Human brains are hardwired to prioritize threats. This survival mechanism means we’re naturally drawn to negative news—but it also makes us vulnerable to the mental and physical consequences of repeated exposure. Doomscrolling, the habit of endlessly consuming grim headlines, can lead to anxiety, fatigue, irritability, trouble sleeping, and even symptoms similar to post-traumatic stress.
Graphic images and videos shared on social media often carry more emotional weight than traditional reporting. While TV and print journalism tend to follow editorial standards, your social feed delivers raw, sometimes disturbing content with little filter. And research shows the psychological impact can be significant.
Even knowing the risks, many people feel compelled to stay plugged in. If your loved ones are in a conflict zone, if your identity is linked to ongoing social issues, or if you simply feel that tuning out would be irresponsible—these are all valid reasons to follow the news. But here's the thing: the line between responsible consumption and emotional overload can be thin.
Instead of attempting to detox entirely from the news (which isn’t always realistic), experts recommend learning to engage with it mindfully. That means paying close attention to your motivations, your emotional responses, and your mental bandwidth before, during, and after consuming news. Here’s how to start:
Pause first. Take a few deep breaths and check in with yourself. Are you already anxious or overstimulated? Are you opening the news app to learn something specific or just out of habit?
Notice your reactions. While reading or watching, ask: How is this making me feel physically and emotionally? Are my shoulders tense? Is my heart racing? Are my thoughts spiraling?

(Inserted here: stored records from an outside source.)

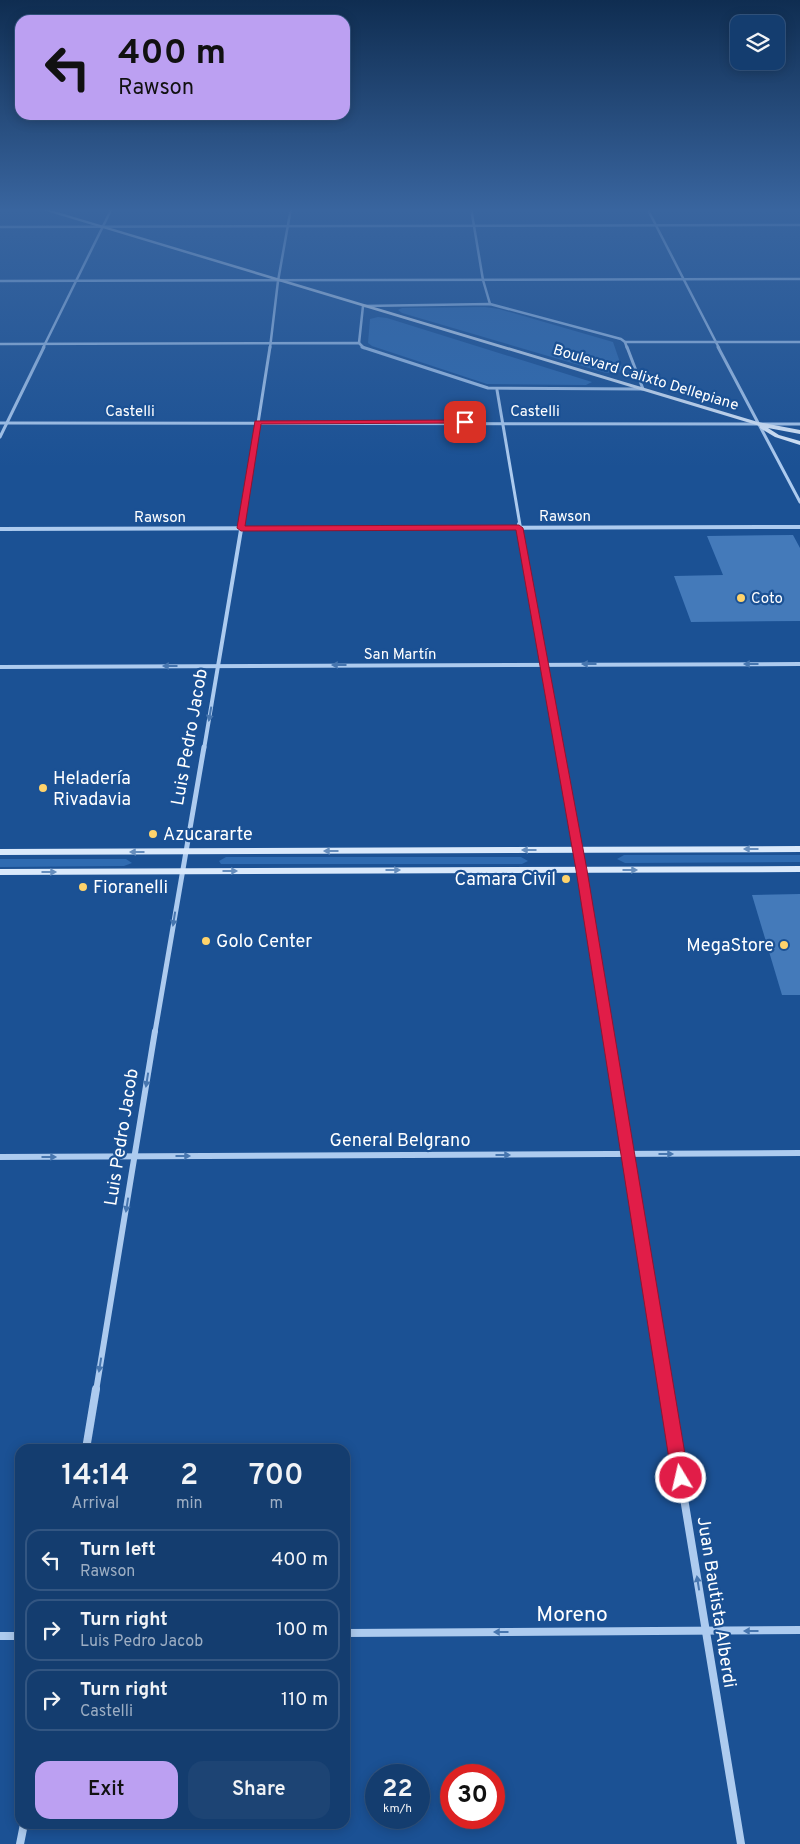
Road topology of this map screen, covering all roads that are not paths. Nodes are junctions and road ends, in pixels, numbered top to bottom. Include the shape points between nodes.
1 (71, 294) edge
2 (276, 294) edge
3 (322, 294) edge
4 (487, 294) edge
5 (691, 294) edge
6 (490, 304) junction
7 (363, 306) junction
8 (625, 342) junction
9 (716, 342) junction
10 (800, 342) edge
11 (359, 343) junction
12 (0, 344) edge
13 (47, 344) junction
14 (270, 344) junction
15 (643, 389) junction
16 (497, 390) junction
17 (258, 422) junction
18 (502, 422) junction
19 (0, 423) edge
20 (7, 423) junction
21 (757, 424) junction
22 (800, 424) edge
23 (800, 432) edge
24 (0, 438) edge
25 (800, 443) edge
26 (800, 502) edge
27 (800, 527) edge
28 (241, 528) junction
29 (519, 528) junction
30 (0, 529) edge
31 (800, 664) edge
32 (543, 665) junction
33 (219, 666) junction
34 (0, 667) edge
35 (800, 849) edge
36 (578, 850) junction
37 (185, 851) junction
38 (0, 852) edge
39 (800, 869) edge
40 (581, 870) junction
41 (182, 871) junction
42 (0, 872) edge
43 (800, 1153) edge
44 (628, 1154) junction
45 (0, 1157) edge
46 (135, 1157) junction
47 (87, 1444) edge
48 (800, 1630) edge
49 (706, 1631) junction
50 (350, 1633) edge
51 (0, 1636) edge
52 (15, 1636) edge
53 (23, 1829) edge
54 (20, 1844) edge
55 (741, 1844) edge

1 - 13 street
2 - 14 street, Luis Pedro Jacob
3 - 7 main road, Boulevard Calixto Dellepiane
4 - 6 street
5 - 9 street
6 - 7 street
6 - 8 street
7 - 11 street
7 - 15 main road, Boulevard Calixto Dellepiane
8 - 9 street
8 - 15 street
9 - 10 street
9 - 21 street
11 - 14 street
11 - 16 street via 363,348
12 - 13 street
13 - 14 street
13 - 20 street
14 - 17 street, Luis Pedro Jacob
15 - 16 street
15 - 21 main road, Boulevard Calixto Dellepiane
16 - 18 street, Juan Bautista Alberdi
17 - 18 street, Castelli
17 - 20 street, Castelli
17 - 28 street, Luis Pedro Jacob
18 - 21 street, Castelli
18 - 29 street, Juan Bautista Alberdi
19 - 20 street, Castelli
20 - 24 street
21 - 22 street, Castelli
21 - 23 main road, Boulevard Calixto Dellepiane
21 - 25 main road, Boulevard Calixto Dellepiane via 777,436
21 - 26 street
27 - 29 street, Rawson
28 - 29 street, Rawson
28 - 30 street, Rawson
28 - 33 street, Luis Pedro Jacob
29 - 32 street, Juan Bautista Alberdi
31 -> 32 street, San Martín
32 -> 33 street, San Martín
32 - 36 street, Juan Bautista Alberdi
33 -> 34 street, San Martín
33 -> 37 street, Luis Pedro Jacob
35 -> 36 main road
36 -> 37 main road
36 - 40 street, Juan Bautista Alberdi
37 -> 38 main road
37 - 41 street, Luis Pedro Jacob
40 -> 39 main road
41 -> 40 main road
40 - 44 street, Juan Bautista Alberdi
42 -> 41 main road
41 -> 46 street, Luis Pedro Jacob
44 -> 43 street, General Belgrano
46 -> 44 street, General Belgrano
49 -> 44 street, Juan Bautista Alberdi
45 -> 46 street, General Belgrano
46 -> 47 street, Luis Pedro Jacob
48 -> 49 street, Moreno
49 -> 50 street, Moreno
49 - 55 street, Juan Bautista Alberdi
51 - 52 street
53 - 54 street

Process, don’t just scroll. After a news session, take time to reflect. Did you learn something useful? Did it change your perspective? Do you feel informed, or just drained?
Even small moments of self-awareness can help you regain a sense of control over what and how you consume.
Sometimes, the signs that news consumption is affecting your mental health can sneak up on you. Watch out for:
If you’re feeling saturated by the weight of current events, take a break. That might mean muting notifications for an hour, deleting social media apps for a weekend, or creating clear boundaries (no news after 7 p.m., for example).
Then reconnect with your body and environment. Activities that require your hands or physical movement can be grounding: gardening, baking, walking outside, even tidying up a messy drawer.
Connecting with others can help too. Whether it's through conversation, humor, or shared silence, human connection can buffer the effects of emotional overwhelm.
And if your distress is interfering with your work, relationships, or daily functioning, it’s time to talk to a mental health professional.
You don’t have to choose between ignorance and overwhelm. It’s possible—and necessary—to find a middle path.
Set intentional limits: Check the news once or twice a day, from a trusted source. Avoid doomscrolling before bed. Be selective with your exposure, especially to graphic content.
And remember, staying informed is important, but staying regulated is essential. You are more capable of helping others and engaging in meaningful change when you’re not running on emotional fumes. News doesn’t have to wreck your day. With a bit of awareness, you can learn to read the world without losing yourself in the headlines.